%%

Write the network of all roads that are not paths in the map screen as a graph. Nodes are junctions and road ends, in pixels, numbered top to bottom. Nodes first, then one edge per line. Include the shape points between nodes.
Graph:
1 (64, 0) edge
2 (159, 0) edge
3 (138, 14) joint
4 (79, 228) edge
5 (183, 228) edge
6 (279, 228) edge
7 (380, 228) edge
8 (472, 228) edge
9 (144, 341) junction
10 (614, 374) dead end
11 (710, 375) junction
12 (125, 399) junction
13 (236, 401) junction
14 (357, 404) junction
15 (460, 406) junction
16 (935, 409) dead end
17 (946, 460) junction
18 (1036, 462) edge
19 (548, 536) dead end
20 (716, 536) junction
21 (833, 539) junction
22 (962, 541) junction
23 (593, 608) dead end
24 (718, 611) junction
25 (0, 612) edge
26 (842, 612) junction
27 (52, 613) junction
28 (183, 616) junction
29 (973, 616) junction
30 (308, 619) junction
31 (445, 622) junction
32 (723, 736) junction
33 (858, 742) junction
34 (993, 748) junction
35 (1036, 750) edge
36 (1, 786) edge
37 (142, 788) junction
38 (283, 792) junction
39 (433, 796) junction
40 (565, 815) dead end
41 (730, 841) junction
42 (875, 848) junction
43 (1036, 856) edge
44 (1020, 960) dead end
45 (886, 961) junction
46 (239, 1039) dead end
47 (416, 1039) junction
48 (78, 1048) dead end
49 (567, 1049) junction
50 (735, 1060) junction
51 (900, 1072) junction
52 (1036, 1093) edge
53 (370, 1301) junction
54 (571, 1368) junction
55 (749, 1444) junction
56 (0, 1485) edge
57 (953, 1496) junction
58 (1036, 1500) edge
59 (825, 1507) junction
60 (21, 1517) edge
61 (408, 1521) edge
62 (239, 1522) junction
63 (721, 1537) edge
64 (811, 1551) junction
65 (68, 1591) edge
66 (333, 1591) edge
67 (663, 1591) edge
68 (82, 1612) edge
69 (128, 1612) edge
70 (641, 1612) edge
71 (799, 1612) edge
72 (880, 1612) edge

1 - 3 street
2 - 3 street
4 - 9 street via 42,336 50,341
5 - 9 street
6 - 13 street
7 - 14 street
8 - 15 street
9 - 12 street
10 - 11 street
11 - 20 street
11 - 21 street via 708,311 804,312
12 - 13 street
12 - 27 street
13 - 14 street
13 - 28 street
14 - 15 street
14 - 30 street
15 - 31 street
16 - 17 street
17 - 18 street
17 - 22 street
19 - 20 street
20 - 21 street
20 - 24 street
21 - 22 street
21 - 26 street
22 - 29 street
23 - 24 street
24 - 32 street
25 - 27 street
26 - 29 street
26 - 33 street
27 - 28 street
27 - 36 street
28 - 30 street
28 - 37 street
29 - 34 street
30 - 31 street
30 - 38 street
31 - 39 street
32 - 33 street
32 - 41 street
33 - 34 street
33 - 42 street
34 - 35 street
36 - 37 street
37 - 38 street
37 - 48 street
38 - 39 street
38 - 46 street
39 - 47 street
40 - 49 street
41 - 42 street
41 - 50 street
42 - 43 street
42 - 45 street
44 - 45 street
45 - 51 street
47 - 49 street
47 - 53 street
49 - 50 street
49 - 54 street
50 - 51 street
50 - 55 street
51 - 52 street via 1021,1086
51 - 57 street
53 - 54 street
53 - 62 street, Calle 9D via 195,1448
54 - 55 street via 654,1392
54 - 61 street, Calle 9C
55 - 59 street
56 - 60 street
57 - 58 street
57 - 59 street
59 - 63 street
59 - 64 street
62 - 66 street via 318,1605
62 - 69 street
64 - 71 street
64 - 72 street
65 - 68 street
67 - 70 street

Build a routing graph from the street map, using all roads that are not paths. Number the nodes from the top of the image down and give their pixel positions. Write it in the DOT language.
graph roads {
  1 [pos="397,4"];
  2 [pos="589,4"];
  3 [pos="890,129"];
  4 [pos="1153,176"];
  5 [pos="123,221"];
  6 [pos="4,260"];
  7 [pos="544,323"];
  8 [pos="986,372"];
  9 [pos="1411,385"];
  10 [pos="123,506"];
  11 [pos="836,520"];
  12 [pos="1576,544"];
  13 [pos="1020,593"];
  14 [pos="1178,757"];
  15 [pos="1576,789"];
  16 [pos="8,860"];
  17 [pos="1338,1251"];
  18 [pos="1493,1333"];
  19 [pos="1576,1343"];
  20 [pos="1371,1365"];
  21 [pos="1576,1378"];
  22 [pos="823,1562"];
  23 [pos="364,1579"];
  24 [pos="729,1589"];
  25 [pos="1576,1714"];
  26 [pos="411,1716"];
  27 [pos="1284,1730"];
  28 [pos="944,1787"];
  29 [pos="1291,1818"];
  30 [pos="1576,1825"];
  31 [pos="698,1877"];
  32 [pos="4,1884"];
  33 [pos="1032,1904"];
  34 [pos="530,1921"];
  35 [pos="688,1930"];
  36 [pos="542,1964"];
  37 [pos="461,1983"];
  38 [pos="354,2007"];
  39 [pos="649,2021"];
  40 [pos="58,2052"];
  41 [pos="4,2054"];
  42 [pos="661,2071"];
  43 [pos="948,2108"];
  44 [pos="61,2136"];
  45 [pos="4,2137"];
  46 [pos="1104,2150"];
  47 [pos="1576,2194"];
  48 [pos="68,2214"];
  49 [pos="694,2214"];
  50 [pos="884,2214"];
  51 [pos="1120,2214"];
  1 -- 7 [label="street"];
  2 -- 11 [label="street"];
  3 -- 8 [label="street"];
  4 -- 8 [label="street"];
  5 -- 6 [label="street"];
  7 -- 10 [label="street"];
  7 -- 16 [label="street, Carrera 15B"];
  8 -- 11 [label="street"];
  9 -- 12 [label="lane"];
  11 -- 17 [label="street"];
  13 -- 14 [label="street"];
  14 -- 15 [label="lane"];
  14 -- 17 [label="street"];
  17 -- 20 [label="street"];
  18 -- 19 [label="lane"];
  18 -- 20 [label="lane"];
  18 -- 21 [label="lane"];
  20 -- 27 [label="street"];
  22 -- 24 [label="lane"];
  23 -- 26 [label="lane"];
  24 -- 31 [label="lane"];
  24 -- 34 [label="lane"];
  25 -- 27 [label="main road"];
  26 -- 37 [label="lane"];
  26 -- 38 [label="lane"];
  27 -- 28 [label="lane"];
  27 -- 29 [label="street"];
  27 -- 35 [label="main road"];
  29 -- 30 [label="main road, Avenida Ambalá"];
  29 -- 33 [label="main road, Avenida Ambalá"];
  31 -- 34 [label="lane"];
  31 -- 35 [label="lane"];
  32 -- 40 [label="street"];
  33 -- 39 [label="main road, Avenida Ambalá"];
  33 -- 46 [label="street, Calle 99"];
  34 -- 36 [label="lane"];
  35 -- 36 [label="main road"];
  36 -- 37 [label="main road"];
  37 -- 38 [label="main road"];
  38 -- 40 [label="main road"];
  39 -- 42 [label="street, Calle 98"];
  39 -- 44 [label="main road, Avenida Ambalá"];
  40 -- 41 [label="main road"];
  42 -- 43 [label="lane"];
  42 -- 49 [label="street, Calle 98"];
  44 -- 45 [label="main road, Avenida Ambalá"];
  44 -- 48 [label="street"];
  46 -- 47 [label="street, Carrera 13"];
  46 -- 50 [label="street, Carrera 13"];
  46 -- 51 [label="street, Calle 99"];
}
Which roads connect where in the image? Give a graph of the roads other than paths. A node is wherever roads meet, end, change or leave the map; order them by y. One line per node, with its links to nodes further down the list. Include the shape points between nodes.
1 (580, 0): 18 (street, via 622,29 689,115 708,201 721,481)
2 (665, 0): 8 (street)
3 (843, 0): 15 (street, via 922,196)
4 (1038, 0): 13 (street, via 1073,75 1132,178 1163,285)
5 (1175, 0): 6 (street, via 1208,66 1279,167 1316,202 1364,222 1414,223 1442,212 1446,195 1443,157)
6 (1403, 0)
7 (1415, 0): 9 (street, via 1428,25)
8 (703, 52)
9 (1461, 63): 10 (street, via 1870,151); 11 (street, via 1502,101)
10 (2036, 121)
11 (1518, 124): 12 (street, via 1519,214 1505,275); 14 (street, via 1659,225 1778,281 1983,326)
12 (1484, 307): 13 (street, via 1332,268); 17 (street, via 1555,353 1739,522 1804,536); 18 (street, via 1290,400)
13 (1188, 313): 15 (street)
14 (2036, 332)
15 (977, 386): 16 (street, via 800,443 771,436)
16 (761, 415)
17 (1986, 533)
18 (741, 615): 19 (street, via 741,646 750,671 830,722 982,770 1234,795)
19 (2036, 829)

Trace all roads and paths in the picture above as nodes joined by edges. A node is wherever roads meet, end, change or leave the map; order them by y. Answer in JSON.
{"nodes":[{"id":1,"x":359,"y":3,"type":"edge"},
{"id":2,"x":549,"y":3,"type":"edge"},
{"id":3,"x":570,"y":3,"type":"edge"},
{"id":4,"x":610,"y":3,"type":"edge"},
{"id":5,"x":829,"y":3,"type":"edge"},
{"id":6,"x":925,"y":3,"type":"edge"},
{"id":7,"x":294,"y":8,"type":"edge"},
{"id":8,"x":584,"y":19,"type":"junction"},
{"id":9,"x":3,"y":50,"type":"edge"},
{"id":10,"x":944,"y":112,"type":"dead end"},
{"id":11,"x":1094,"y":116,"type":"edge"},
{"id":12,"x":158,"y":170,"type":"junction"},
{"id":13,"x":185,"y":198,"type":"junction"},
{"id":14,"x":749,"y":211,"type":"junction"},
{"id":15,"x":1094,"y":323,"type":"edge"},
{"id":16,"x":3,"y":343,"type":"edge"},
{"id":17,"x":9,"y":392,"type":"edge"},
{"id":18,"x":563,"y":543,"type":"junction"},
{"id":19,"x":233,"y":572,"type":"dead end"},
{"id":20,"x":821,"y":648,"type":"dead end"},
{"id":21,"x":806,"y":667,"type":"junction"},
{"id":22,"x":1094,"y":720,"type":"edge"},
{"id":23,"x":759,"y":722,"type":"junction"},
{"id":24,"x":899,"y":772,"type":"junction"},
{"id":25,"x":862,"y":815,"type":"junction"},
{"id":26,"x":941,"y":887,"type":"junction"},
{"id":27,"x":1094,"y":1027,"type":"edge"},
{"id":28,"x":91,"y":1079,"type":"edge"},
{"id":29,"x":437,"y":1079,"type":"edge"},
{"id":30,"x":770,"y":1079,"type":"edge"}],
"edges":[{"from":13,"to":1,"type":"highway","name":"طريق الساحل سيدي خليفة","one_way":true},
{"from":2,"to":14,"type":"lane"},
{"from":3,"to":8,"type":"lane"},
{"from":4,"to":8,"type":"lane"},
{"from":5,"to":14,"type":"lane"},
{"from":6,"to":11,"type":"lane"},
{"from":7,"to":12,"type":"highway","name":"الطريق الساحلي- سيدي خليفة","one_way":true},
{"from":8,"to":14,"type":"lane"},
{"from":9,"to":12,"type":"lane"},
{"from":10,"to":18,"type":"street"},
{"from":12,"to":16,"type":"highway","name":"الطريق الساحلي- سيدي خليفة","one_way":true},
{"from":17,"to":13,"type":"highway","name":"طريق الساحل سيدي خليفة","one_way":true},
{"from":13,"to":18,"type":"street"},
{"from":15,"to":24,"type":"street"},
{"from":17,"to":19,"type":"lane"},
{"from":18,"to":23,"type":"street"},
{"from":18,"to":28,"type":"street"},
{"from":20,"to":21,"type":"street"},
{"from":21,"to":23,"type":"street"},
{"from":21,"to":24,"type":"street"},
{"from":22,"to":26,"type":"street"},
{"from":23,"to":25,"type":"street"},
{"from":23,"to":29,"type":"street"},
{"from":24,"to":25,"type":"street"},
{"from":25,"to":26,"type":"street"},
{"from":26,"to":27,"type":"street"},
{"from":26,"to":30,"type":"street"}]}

%%

* How to complete this task
Among the lines above, which hold the word "سيدي"? Report each one.

* Task result
"edges":[{"from":13,"to":1,"type":"highway","name":"طريق الساحل سيدي خليفة","one_way":true},
{"from":7,"to":12,"type":"highway","name":"الطريق الساحلي- سيدي خليفة","one_way":true},
{"from":12,"to":16,"type":"highway","name":"الطريق الساحلي- سيدي خليفة","one_way":true},
{"from":17,"to":13,"type":"highway","name":"طريق الساحل سيدي خليفة","one_way":true},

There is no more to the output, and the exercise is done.